Oximetry is used in many centres as a screening tool for the presence of OSA in combination with a clinical history or suspicion for the disorder, there are certain caveats that need to be borne in mind. Not all oximeters are created equal, despite great advances in technology in recent times. There is also no minimal specification on signal processing in the context of sleep breathing disorders either nationally or internationally. The minimum standard criteria set by the AASM are a sampling rate of 25Hz with averaging of 3 values.17 A resolution of 0.1% is desirable but not specified and device specific signalling processing can differ substantially among oximeters.18 An understanding of SpO2 waveforms morphologies is essential in order to interpret the output appropriately, as is a knowledge of what is normal and abnormal throughout the lifespan.19 Automated systems may not be reliable and there may be problems with blood flow, haemoglobinopathies and tissue optics in the very obese. Movement artefact can also affect the readings depending on whether the study is attended or unattended and measurement inaccuracies of±2% SpO2 should be factored into the outputs. A large number of studies have been undertaken over the decades in OSA patients suggesting a 31-100% sensitivity and 41-100% specificity;20 information which suggests just how unreliable the technique can be. Finally, a normal SpO2 does not exclude OSA as many hypopnoeas and apnoeas may not be accompanied by desaturation and an abnormal SpO2 does not automatically signify OSA.

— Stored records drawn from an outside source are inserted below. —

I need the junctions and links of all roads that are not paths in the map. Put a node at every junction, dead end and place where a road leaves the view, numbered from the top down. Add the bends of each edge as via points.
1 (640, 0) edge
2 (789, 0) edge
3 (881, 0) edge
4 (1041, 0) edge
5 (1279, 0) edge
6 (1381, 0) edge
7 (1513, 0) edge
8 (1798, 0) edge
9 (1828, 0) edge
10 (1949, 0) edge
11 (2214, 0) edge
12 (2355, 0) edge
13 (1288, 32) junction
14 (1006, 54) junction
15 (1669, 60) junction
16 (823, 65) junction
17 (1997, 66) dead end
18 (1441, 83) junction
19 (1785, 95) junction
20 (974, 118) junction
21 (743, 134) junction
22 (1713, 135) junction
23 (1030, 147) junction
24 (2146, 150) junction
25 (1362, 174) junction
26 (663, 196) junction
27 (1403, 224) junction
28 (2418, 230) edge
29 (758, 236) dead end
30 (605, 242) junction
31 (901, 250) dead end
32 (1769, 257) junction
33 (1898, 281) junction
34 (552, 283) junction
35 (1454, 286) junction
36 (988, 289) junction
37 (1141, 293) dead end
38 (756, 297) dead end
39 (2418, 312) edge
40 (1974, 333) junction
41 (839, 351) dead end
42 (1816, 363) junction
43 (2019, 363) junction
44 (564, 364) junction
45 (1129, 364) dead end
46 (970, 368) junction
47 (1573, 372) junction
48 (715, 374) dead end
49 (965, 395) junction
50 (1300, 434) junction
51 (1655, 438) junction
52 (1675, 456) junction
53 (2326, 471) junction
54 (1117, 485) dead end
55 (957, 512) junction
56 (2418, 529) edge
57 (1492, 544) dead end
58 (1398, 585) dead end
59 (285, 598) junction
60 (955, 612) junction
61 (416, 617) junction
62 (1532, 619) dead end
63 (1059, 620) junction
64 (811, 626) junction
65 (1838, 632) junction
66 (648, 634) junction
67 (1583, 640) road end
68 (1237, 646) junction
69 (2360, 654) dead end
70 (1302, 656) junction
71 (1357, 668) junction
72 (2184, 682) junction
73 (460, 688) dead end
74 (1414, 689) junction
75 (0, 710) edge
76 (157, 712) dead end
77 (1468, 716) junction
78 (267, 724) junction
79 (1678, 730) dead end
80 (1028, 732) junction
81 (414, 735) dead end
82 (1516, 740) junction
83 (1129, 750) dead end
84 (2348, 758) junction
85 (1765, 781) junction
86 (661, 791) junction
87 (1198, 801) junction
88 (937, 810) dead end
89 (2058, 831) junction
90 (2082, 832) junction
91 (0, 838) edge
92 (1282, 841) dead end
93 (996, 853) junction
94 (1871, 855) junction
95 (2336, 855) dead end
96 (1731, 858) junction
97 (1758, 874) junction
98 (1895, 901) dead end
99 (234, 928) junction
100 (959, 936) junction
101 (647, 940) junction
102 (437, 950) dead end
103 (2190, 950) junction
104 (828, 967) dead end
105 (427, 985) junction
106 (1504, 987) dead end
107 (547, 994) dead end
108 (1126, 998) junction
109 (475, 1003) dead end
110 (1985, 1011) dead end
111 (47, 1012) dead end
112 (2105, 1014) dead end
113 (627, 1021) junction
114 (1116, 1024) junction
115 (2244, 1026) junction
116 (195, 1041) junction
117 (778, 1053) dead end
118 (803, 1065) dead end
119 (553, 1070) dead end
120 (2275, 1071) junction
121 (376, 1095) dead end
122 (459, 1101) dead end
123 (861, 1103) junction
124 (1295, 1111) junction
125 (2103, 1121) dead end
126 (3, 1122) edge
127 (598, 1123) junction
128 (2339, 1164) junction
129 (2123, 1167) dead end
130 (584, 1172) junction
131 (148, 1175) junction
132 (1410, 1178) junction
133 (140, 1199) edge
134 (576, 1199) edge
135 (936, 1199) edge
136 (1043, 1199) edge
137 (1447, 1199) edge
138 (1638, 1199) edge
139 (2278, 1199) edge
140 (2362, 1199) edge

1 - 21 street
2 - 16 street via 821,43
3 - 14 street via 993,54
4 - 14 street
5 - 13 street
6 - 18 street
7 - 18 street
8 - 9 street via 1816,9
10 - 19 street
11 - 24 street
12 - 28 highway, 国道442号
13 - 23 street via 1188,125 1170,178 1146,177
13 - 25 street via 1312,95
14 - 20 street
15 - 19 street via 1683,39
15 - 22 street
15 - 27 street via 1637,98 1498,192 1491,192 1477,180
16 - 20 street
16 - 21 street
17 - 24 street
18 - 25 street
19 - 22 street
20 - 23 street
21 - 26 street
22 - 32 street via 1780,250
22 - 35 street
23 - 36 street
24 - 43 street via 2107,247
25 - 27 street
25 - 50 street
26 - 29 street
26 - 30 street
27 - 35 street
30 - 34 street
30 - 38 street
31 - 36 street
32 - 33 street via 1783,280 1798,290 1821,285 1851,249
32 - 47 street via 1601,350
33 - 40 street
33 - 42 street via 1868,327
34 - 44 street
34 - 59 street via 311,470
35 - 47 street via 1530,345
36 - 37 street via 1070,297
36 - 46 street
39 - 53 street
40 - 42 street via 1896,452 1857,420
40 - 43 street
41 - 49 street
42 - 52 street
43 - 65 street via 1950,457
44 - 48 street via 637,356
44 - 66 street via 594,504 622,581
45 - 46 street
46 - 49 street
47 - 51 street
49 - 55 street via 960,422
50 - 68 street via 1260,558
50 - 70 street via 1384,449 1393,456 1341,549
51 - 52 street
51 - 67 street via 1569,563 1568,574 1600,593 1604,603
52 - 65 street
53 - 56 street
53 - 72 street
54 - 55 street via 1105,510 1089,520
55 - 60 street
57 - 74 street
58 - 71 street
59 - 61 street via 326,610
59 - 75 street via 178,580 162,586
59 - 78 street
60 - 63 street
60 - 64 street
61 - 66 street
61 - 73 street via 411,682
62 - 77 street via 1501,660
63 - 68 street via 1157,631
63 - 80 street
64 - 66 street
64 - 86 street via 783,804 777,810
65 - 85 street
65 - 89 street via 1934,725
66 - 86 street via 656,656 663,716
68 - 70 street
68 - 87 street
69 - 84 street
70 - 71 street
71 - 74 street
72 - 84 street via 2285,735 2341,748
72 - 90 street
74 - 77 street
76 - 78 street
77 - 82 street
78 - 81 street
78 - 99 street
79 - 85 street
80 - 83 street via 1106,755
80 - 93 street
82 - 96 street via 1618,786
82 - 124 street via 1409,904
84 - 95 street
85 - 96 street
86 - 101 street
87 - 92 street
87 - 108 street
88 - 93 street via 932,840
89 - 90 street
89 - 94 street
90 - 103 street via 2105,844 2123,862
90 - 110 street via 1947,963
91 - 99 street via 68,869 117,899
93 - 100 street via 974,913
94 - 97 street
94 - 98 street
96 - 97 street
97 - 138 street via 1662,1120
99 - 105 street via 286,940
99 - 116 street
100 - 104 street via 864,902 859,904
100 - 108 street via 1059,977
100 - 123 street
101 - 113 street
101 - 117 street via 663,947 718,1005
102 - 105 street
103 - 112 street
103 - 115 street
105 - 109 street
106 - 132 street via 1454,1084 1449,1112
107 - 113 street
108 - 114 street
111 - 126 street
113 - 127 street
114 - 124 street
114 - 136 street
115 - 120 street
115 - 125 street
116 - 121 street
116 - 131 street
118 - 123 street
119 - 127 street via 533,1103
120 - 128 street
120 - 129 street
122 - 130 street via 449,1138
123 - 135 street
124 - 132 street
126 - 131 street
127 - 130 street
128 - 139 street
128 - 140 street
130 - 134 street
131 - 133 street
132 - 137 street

Pataka et al. deployed in their study continuous positive airways pressure (CPAP) therapy in their moderate-severe OSAHS patients (AHI≥15) or in those with an AHI≥5 with symptoms of daytime sleepiness, irrespective of the manner in which they were identified. This is in keeping with current treatment strategies although CPAP does not uniformly improve symptoms in unselected patients with OSAHS, nor consistently prevent or improve cardiometabolic abnormalities.2 Pataka's et al. study confirms that CPAP therapy itself is important as part of the diagnostic pathway in establishing the relationship between symptom profile and OSA irrespective of how the diagnosis was arrived at. Should symptoms not improve despite adequate CPAP compliance, they may be due to other factors which have not been taken into consideration at the outset or which may prove stronger predictors of other therapeutic strategies. We look forward to future studies from this group examining these models.